### Your goal
Filter the entries, keeping every line with the word "Cedros".

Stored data
++++++++
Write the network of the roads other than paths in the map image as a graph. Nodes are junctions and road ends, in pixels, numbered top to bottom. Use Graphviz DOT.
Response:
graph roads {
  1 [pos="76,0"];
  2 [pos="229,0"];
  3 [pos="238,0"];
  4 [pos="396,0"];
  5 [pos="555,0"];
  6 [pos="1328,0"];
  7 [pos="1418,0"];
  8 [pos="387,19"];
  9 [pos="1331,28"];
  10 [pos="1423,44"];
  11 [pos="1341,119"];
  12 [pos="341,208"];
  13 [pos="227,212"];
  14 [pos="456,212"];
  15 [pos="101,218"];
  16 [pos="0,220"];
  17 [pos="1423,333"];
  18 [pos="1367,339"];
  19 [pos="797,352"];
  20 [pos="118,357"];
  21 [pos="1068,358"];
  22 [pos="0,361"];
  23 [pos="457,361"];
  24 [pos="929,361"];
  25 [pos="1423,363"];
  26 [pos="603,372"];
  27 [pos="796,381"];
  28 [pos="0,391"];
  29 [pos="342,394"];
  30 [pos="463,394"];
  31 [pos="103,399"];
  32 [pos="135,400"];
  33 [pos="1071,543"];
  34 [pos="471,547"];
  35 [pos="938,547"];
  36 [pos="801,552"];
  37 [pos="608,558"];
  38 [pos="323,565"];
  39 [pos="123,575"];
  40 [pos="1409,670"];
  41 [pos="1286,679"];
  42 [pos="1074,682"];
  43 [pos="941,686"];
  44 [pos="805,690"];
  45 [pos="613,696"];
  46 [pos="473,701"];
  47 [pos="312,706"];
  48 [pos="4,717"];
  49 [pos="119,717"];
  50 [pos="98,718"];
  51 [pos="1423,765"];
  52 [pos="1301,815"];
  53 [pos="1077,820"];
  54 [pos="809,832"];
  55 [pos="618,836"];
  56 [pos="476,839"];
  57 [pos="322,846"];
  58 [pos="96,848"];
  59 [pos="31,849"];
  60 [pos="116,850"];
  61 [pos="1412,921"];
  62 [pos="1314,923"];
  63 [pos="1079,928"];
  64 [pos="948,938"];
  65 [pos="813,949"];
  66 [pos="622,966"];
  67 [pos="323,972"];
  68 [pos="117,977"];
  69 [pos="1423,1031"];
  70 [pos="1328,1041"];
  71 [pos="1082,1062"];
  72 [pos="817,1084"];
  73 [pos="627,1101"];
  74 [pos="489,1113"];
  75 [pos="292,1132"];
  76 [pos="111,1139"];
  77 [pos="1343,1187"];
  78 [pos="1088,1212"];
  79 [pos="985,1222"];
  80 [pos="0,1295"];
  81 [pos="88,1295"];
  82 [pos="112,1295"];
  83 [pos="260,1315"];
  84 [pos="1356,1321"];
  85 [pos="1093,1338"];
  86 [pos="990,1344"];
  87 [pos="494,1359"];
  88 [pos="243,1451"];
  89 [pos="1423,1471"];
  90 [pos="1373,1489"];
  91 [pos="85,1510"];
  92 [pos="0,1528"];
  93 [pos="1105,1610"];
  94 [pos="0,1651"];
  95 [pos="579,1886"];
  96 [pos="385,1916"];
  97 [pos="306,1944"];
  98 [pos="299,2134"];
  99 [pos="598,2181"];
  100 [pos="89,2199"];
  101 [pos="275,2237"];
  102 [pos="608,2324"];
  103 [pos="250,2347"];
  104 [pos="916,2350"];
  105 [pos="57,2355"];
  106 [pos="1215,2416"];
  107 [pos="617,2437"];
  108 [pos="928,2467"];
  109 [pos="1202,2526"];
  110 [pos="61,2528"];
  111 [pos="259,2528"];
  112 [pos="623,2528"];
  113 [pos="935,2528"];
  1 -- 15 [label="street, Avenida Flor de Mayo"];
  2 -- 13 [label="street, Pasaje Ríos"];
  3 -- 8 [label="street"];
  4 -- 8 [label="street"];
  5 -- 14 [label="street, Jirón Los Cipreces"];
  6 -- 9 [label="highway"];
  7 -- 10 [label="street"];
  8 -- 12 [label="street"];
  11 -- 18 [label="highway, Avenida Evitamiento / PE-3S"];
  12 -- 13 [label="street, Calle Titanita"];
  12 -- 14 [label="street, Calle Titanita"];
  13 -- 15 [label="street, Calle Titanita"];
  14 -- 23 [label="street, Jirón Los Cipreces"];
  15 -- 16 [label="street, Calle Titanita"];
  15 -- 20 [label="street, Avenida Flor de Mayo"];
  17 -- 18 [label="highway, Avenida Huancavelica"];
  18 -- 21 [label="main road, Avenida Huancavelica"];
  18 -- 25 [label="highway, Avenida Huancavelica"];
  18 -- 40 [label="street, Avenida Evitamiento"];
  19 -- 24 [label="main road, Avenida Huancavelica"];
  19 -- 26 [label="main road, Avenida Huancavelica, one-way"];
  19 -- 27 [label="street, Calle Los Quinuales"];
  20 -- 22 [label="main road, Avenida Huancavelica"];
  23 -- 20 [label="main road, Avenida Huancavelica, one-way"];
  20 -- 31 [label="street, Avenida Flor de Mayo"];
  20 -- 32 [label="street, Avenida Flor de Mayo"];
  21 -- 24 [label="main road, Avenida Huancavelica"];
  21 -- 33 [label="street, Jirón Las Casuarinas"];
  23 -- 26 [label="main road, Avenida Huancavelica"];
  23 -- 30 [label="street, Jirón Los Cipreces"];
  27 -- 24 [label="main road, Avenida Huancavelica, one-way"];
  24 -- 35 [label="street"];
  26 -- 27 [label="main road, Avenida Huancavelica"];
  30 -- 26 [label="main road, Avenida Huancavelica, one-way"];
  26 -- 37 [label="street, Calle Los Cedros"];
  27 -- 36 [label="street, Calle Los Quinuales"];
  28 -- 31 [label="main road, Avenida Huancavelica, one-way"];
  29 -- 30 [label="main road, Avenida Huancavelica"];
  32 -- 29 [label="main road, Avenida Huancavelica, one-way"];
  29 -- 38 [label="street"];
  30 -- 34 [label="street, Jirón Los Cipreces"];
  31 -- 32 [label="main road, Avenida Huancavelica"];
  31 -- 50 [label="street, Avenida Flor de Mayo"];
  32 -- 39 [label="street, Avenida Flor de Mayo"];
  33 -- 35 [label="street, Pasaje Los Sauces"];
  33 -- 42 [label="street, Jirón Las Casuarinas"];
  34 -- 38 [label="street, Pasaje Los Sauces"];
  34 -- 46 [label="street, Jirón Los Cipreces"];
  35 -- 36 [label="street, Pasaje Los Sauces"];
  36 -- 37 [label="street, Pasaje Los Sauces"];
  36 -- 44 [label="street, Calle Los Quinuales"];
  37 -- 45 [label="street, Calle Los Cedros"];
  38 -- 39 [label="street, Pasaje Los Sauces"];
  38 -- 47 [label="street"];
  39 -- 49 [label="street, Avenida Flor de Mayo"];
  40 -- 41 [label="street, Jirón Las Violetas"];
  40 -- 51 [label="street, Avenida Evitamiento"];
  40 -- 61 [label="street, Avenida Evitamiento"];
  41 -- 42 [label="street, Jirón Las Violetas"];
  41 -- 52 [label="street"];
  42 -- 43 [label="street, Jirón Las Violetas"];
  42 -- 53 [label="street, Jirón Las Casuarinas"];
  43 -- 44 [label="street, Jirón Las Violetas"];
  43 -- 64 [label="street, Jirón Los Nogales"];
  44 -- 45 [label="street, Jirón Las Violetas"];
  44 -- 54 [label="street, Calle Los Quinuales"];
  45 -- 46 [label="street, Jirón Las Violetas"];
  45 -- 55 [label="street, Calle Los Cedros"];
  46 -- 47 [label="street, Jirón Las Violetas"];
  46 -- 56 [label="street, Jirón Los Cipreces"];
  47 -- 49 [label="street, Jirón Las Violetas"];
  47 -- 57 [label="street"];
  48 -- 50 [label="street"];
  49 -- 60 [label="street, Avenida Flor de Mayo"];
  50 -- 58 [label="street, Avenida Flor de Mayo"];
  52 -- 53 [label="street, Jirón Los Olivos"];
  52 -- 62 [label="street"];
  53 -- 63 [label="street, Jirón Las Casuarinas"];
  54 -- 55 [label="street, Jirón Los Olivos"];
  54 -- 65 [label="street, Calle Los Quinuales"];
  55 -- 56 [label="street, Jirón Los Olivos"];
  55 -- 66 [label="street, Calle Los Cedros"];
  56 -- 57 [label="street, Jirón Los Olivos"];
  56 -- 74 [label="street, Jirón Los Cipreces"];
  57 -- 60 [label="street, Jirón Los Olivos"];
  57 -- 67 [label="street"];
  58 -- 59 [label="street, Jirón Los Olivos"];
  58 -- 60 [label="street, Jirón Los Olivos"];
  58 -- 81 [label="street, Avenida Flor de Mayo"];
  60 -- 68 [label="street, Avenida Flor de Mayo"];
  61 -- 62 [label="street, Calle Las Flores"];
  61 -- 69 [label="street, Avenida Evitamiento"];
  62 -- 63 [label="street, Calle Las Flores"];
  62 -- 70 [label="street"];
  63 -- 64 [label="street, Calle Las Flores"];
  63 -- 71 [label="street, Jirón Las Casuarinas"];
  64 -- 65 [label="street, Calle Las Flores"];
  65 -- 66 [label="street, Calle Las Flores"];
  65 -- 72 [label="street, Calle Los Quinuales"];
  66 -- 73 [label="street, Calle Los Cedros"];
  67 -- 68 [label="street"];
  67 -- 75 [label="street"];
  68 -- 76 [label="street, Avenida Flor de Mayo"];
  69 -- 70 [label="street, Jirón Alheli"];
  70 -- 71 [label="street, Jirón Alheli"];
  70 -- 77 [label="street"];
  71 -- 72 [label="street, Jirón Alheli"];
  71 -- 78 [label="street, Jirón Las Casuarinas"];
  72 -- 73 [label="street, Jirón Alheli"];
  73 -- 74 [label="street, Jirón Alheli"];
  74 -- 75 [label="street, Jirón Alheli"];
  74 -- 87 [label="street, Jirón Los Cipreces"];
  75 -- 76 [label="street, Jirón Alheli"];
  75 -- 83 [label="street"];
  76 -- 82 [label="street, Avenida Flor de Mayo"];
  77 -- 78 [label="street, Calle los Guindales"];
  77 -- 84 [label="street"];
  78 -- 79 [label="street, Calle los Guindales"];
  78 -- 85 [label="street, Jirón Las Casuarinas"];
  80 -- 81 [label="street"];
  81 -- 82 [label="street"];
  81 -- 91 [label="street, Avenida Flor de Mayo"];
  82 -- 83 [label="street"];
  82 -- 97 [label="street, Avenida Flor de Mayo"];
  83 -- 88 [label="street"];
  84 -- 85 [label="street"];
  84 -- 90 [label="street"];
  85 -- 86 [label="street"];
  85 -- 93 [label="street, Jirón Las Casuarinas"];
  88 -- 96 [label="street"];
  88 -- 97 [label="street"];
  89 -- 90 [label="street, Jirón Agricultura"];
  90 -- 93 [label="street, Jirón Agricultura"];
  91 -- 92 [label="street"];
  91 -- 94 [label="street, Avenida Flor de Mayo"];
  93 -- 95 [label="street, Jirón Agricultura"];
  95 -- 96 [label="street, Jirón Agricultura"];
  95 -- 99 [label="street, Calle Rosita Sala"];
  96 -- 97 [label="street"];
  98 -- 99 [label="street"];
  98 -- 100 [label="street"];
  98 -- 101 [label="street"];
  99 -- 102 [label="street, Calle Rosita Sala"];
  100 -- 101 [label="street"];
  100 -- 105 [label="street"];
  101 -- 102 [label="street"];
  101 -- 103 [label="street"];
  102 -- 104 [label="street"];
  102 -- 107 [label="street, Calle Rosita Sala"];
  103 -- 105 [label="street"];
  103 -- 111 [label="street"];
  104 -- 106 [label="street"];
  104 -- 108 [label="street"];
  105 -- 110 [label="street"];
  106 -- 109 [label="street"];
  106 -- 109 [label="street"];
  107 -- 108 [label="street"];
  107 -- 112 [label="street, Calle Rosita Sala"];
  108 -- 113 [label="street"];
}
++++++++
### Answer box
  26 -- 37 [label="street, Calle Los Cedros"];
  37 -- 45 [label="street, Calle Los Cedros"];
  45 -- 55 [label="street, Calle Los Cedros"];
  55 -- 66 [label="street, Calle Los Cedros"];
  66 -- 73 [label="street, Calle Los Cedros"];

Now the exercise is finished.